EXERCISE AIM => Count the lines below in which "joint" appears, then give that number by itself.
** RECORDED DATA follows **
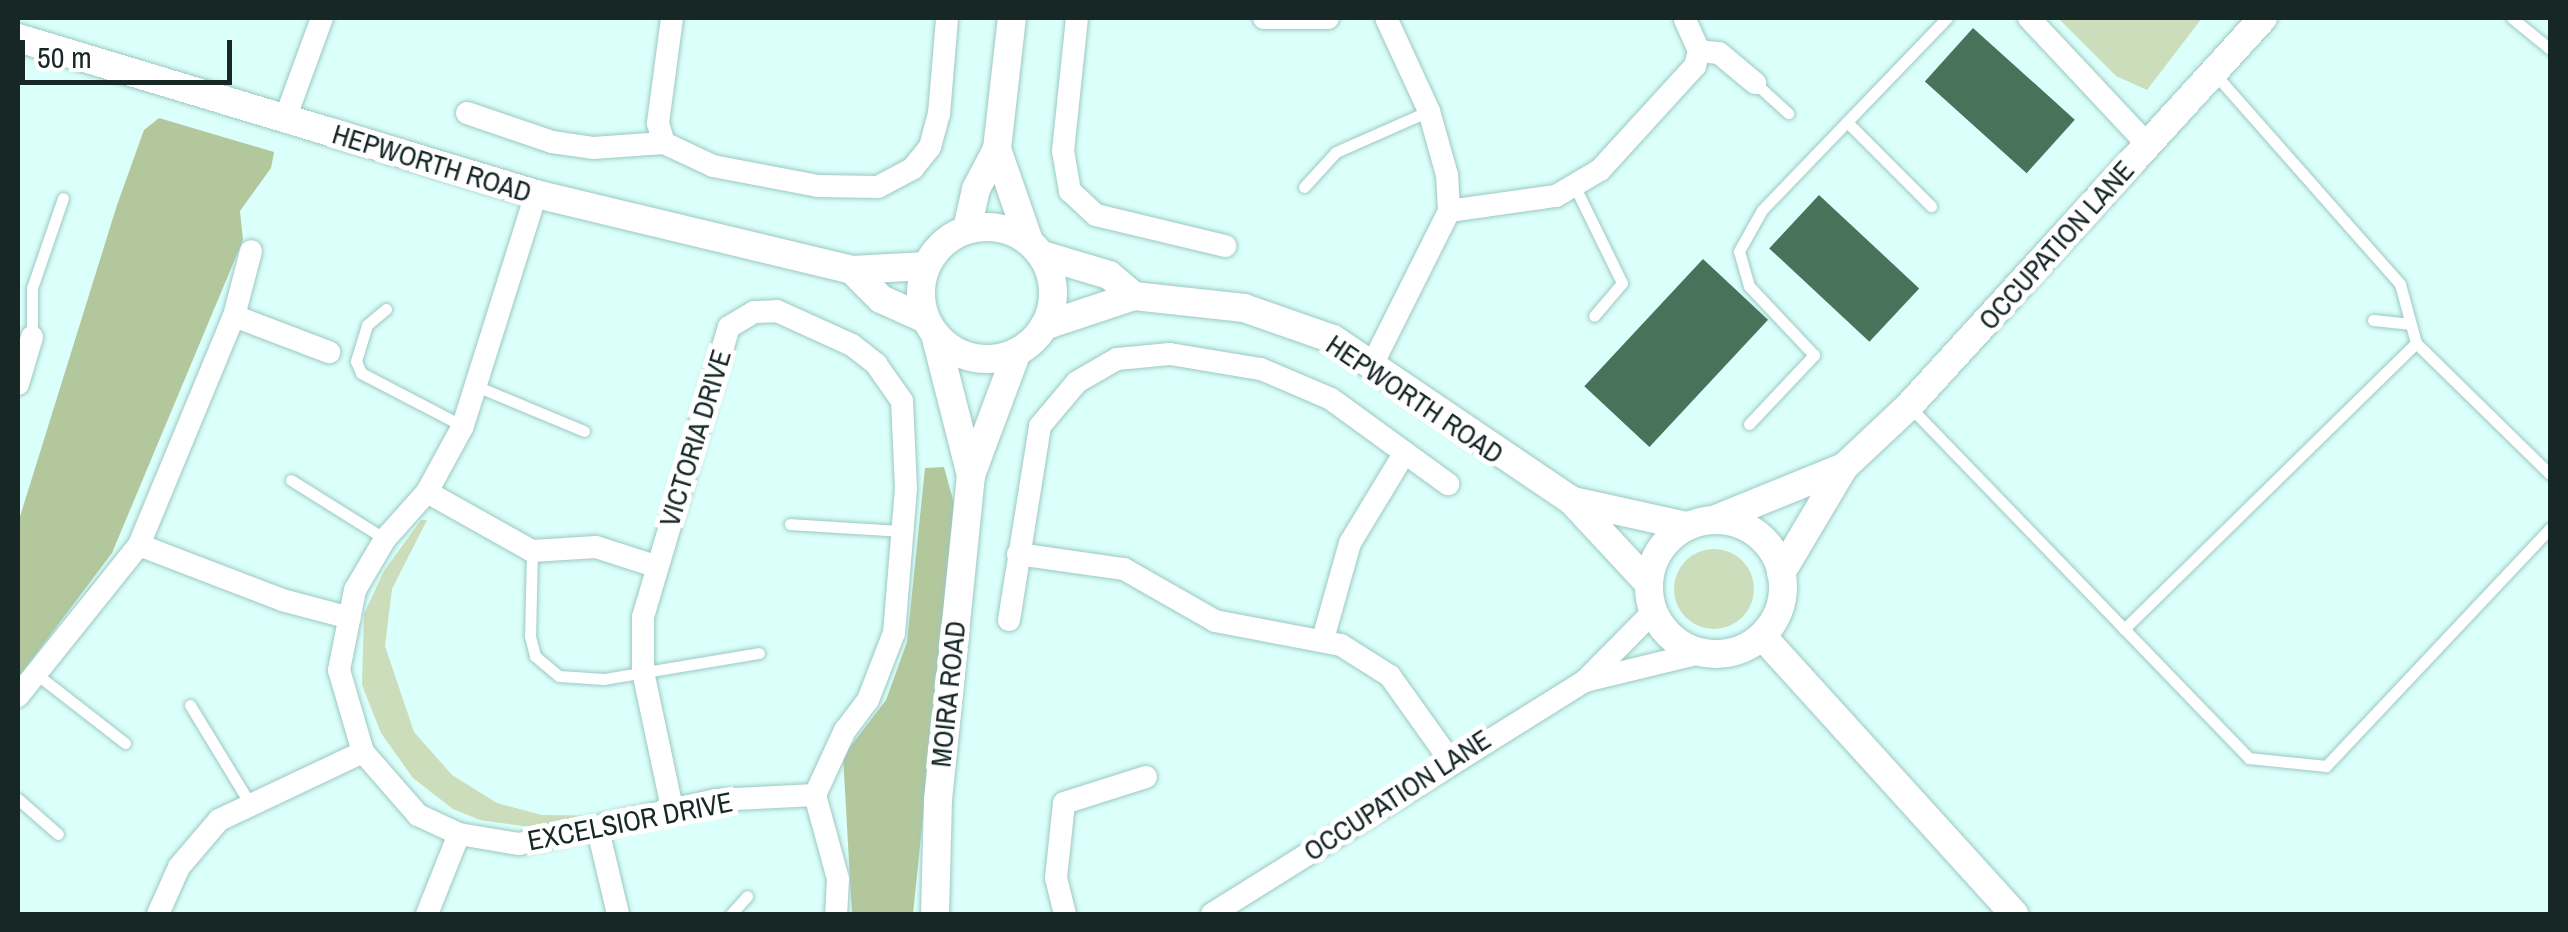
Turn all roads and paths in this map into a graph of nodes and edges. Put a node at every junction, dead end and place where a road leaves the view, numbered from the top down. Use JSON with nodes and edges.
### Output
{"nodes":[{"id":1,"x":322,"y":18,"type":"edge"},
{"id":2,"x":672,"y":18,"type":"edge"},
{"id":3,"x":947,"y":18,"type":"edge"},
{"id":4,"x":1012,"y":18,"type":"edge"},
{"id":5,"x":1077,"y":18,"type":"edge"},
{"id":6,"x":1264,"y":18,"type":"edge"},
{"id":7,"x":1328,"y":18,"type":"edge"},
{"id":8,"x":1386,"y":18,"type":"edge"},
{"id":9,"x":1684,"y":18,"type":"edge"},
{"id":10,"x":1947,"y":18,"type":"edge"},
{"id":11,"x":2029,"y":18,"type":"edge"},
{"id":12,"x":2263,"y":18,"type":"edge"},
{"id":13,"x":2512,"y":18,"type":"edge"},
{"id":14,"x":18,"y":38,"type":"edge"},
{"id":15,"x":1699,"y":50,"type":"junction"},
{"id":16,"x":2550,"y":50,"type":"edge"},
{"id":17,"x":2214,"y":72,"type":"junction"},
{"id":18,"x":1755,"y":83,"type":"joint"},
{"id":19,"x":1429,"y":111,"type":"junction"},
{"id":20,"x":466,"y":113,"type":"dead end"},
{"id":21,"x":1788,"y":113,"type":"dead end"},
{"id":22,"x":285,"y":119,"type":"junction"},
{"id":23,"x":1847,"y":122,"type":"junction"},
{"id":24,"x":664,"y":144,"type":"junction"},
{"id":25,"x":2148,"y":146,"type":"junction"},
{"id":26,"x":997,"y":149,"type":"junction"},
{"id":27,"x":1304,"y":187,"type":"dead end"},
{"id":28,"x":1575,"y":188,"type":"junction"},
{"id":29,"x":536,"y":194,"type":"junction"},
{"id":30,"x":63,"y":198,"type":"dead end"},
{"id":31,"x":1931,"y":206,"type":"dead end"},
{"id":32,"x":1449,"y":211,"type":"junction"},
{"id":33,"x":968,"y":229,"type":"junction"},
{"id":34,"x":1225,"y":246,"type":"dead end"},
{"id":35,"x":1035,"y":248,"type":"junction"},
{"id":36,"x":252,"y":251,"type":"dead end"},
{"id":37,"x":926,"y":266,"type":"junction"},
{"id":38,"x":852,"y":270,"type":"junction"},
{"id":39,"x":1134,"y":296,"type":"junction"},
{"id":40,"x":386,"y":309,"type":"dead end"},
{"id":41,"x":234,"y":316,"type":"junction"},
{"id":42,"x":1594,"y":316,"type":"dead end"},
{"id":43,"x":2373,"y":320,"type":"dead end"},
{"id":44,"x":2409,"y":324,"type":"junction"},
{"id":45,"x":930,"y":326,"type":"junction"},
{"id":46,"x":1044,"y":326,"type":"junction"},
{"id":47,"x":32,"y":337,"type":"joint"},
{"id":48,"x":2416,"y":343,"type":"junction"},
{"id":49,"x":329,"y":352,"type":"dead end"},
{"id":50,"x":1017,"y":352,"type":"junction"},
{"id":51,"x":1372,"y":363,"type":"junction"},
{"id":52,"x":18,"y":382,"type":"edge"},
{"id":53,"x":476,"y":386,"type":"junction"},
{"id":54,"x":1909,"y":406,"type":"junction"},
{"id":55,"x":1748,"y":424,"type":"dead end"},
{"id":56,"x":463,"y":426,"type":"junction"},
{"id":57,"x":584,"y":431,"type":"dead end"},
{"id":58,"x":1404,"y":454,"type":"junction"},
{"id":59,"x":1844,"y":467,"type":"junction"},
{"id":60,"x":2550,"y":474,"type":"edge"},
{"id":61,"x":971,"y":475,"type":"junction"},
{"id":62,"x":290,"y":480,"type":"dead end"},
{"id":63,"x":1448,"y":484,"type":"dead end"},
{"id":64,"x":428,"y":492,"type":"junction"},
{"id":65,"x":1572,"y":501,"type":"junction"},
{"id":66,"x":1716,"y":519,"type":"junction"},
{"id":67,"x":790,"y":524,"type":"dead end"},
{"id":68,"x":1687,"y":526,"type":"junction"},
{"id":69,"x":2550,"y":528,"type":"edge"},
{"id":70,"x":902,"y":530,"type":"junction"},
{"id":71,"x":385,"y":539,"type":"junction"},
{"id":72,"x":139,"y":545,"type":"junction"},
{"id":73,"x":532,"y":551,"type":"junction"},
{"id":74,"x":1018,"y":554,"type":"junction"},
{"id":75,"x":655,"y":566,"type":"junction"},
{"id":76,"x":1780,"y":573,"type":"junction"},
{"id":77,"x":1652,"y":597,"type":"junction"},
{"id":78,"x":350,"y":618,"type":"junction"},
{"id":79,"x":1008,"y":620,"type":"dead end"},
{"id":80,"x":2124,"y":628,"type":"junction"},
{"id":81,"x":1763,"y":637,"type":"junction"},
{"id":82,"x":1323,"y":639,"type":"junction"},
{"id":83,"x":759,"y":653,"type":"dead end"},
{"id":84,"x":1697,"y":654,"type":"junction"},
{"id":85,"x":35,"y":672,"type":"junction"},
{"id":86,"x":644,"y":672,"type":"junction"},
{"id":87,"x":1585,"y":680,"type":"junction"},
{"id":88,"x":18,"y":696,"type":"edge"},
{"id":89,"x":190,"y":705,"type":"dead end"},
{"id":90,"x":126,"y":744,"type":"dead end"},
{"id":91,"x":364,"y":752,"type":"junction"},
{"id":92,"x":1450,"y":760,"type":"junction"},
{"id":93,"x":1146,"y":777,"type":"dead end"},
{"id":94,"x":815,"y":795,"type":"junction"},
{"id":95,"x":18,"y":799,"type":"edge"},
{"id":96,"x":249,"y":802,"type":"junction"},
{"id":97,"x":672,"y":808,"type":"junction"},
{"id":98,"x":598,"y":830,"type":"junction"},
{"id":99,"x":58,"y":834,"type":"dead end"},
{"id":100,"x":459,"y":834,"type":"junction"},
{"id":101,"x":748,"y":896,"type":"dead end"},
{"id":102,"x":158,"y":914,"type":"edge"},
{"id":103,"x":428,"y":914,"type":"edge"},
{"id":104,"x":618,"y":914,"type":"edge"},
{"id":105,"x":731,"y":914,"type":"edge"},
{"id":106,"x":836,"y":914,"type":"edge"},
{"id":107,"x":934,"y":914,"type":"edge"},
{"id":108,"x":1065,"y":914,"type":"edge"},
{"id":109,"x":1212,"y":914,"type":"edge"},
{"id":110,"x":2014,"y":914,"type":"edge"}],
"edges":[{"from":1,"to":22,"type":"street"},
{"from":2,"to":24,"type":"street"},
{"from":3,"to":24,"type":"street"},
{"from":4,"to":26,"type":"street"},
{"from":5,"to":34,"type":"street"},
{"from":6,"to":7,"type":"street"},
{"from":8,"to":19,"type":"street"},
{"from":9,"to":15,"type":"street"},
{"from":10,"to":23,"type":"lane"},
{"from":11,"to":25,"type":"street"},
{"from":12,"to":17,"type":"street","name":"OCCUPATION LANE"},
{"from":13,"to":16,"type":"lane"},
{"from":14,"to":22,"type":"street","name":"HEPWORTH ROAD"},
{"from":15,"to":18,"type":"street"},
{"from":15,"to":28,"type":"street"},
{"from":17,"to":25,"type":"street","name":"OCCUPATION LANE"},
{"from":17,"to":44,"type":"lane"},
{"from":18,"to":21,"type":"lane"},
{"from":19,"to":27,"type":"lane"},
{"from":19,"to":32,"type":"street"},
{"from":20,"to":24,"type":"street"},
{"from":22,"to":29,"type":"street","name":"HEPWORTH ROAD"},
{"from":23,"to":31,"type":"lane"},
{"from":23,"to":55,"type":"lane"},
{"from":25,"to":54,"type":"street","name":"OCCUPATION LANE"},
{"from":26,"to":33,"type":"street"},
{"from":26,"to":35,"type":"street"},
{"from":28,"to":32,"type":"street"},
{"from":28,"to":42,"type":"lane"},
{"from":29,"to":38,"type":"street","name":"HEPWORTH ROAD"},
{"from":29,"to":53,"type":"street","name":"EXCELSIOR DRIVE"},
{"from":30,"to":47,"type":"lane"},
{"from":32,"to":51,"type":"street"},
{"from":33,"to":35,"type":"street"},
{"from":33,"to":37,"type":"street"},
{"from":35,"to":39,"type":"street","name":"HEPWORTH ROAD"},
{"from":35,"to":46,"type":"street"},
{"from":36,"to":41,"type":"street"},
{"from":37,"to":38,"type":"street","name":"HEPWORTH ROAD"},
{"from":37,"to":45,"type":"street"},
{"from":38,"to":45,"type":"street","name":"HEPWORTH ROAD"},
{"from":39,"to":46,"type":"street","name":"HEPWORTH ROAD"},
{"from":39,"to":51,"type":"street","name":"HEPWORTH ROAD"},
{"from":40,"to":56,"type":"lane"},
{"from":41,"to":49,"type":"street"},
{"from":41,"to":72,"type":"street"},
{"from":43,"to":44,"type":"lane"},
{"from":44,"to":48,"type":"lane"},
{"from":45,"to":50,"type":"street"},
{"from":45,"to":61,"type":"street","name":"MOIRA ROAD"},
{"from":46,"to":50,"type":"street"},
{"from":47,"to":52,"type":"street"},
{"from":48,"to":60,"type":"lane"},
{"from":48,"to":80,"type":"lane"},
{"from":50,"to":61,"type":"street","name":"MOIRA ROAD"},
{"from":51,"to":65,"type":"street","name":"HEPWORTH ROAD"},
{"from":53,"to":56,"type":"street","name":"EXCELSIOR DRIVE"},
{"from":53,"to":57,"type":"lane"},
{"from":54,"to":59,"type":"street","name":"OCCUPATION LANE"},
{"from":54,"to":80,"type":"lane"},
{"from":56,"to":64,"type":"street","name":"EXCELSIOR DRIVE"},
{"from":58,"to":63,"type":"street"},
{"from":58,"to":74,"type":"street"},
{"from":58,"to":82,"type":"street"},
{"from":59,"to":66,"type":"street","name":"OCCUPATION LANE"},
{"from":59,"to":76,"type":"street","name":"OCCUPATION LANE"},
{"from":61,"to":107,"type":"street","name":"MOIRA ROAD"},
{"from":62,"to":71,"type":"lane"},
{"from":64,"to":71,"type":"street","name":"EXCELSIOR DRIVE"},
{"from":64,"to":73,"type":"street"},
{"from":65,"to":68,"type":"street","name":"HEPWORTH ROAD"},
{"from":65,"to":77,"type":"street","name":"HEPWORTH ROAD"},
{"from":66,"to":68,"type":"street"},
{"from":66,"to":76,"type":"street"},
{"from":67,"to":70,"type":"lane"},
{"from":68,"to":77,"type":"street"},
{"from":69,"to":80,"type":"lane"},
{"from":70,"to":75,"type":"street","name":"VICTORIA DRIVE"},
{"from":70,"to":94,"type":"street","name":"VICTORIA DRIVE"},
{"from":71,"to":78,"type":"street","name":"EXCELSIOR DRIVE"},
{"from":72,"to":78,"type":"street"},
{"from":72,"to":85,"type":"street"},
{"from":73,"to":75,"type":"street"},
{"from":73,"to":86,"type":"lane"},
{"from":74,"to":79,"type":"street"},
{"from":74,"to":82,"type":"street"},
{"from":75,"to":86,"type":"street","name":"VICTORIA DRIVE"},
{"from":76,"to":81,"type":"street"},
{"from":77,"to":84,"type":"street"},
{"from":77,"to":87,"type":"street"},
{"from":78,"to":91,"type":"street","name":"EXCELSIOR DRIVE"},
{"from":81,"to":84,"type":"street"},
{"from":81,"to":110,"type":"street"},
{"from":82,"to":92,"type":"street"},
{"from":83,"to":86,"type":"lane"},
{"from":84,"to":87,"type":"street"},
{"from":85,"to":88,"type":"street"},
{"from":85,"to":90,"type":"lane"},
{"from":86,"to":97,"type":"street","name":"VICTORIA DRIVE"},
{"from":87,"to":92,"type":"street","name":"OCCUPATION LANE"},
{"from":89,"to":96,"type":"lane"},
{"from":91,"to":96,"type":"street"},
{"from":91,"to":100,"type":"street","name":"EXCELSIOR DRIVE"},
{"from":92,"to":109,"type":"street","name":"OCCUPATION LANE"},
{"from":93,"to":108,"type":"street"},
{"from":94,"to":97,"type":"street","name":"EXCELSIOR DRIVE"},
{"from":94,"to":106,"type":"street"},
{"from":95,"to":99,"type":"lane"},
{"from":96,"to":102,"type":"street"},
{"from":97,"to":98,"type":"street","name":"EXCELSIOR DRIVE"},
{"from":98,"to":100,"type":"street","name":"EXCELSIOR DRIVE"},
{"from":98,"to":104,"type":"street"},
{"from":100,"to":103,"type":"street"},
{"from":101,"to":105,"type":"lane"}]}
** End of RECORDED DATA **
EXERCISE RESPONSE => 2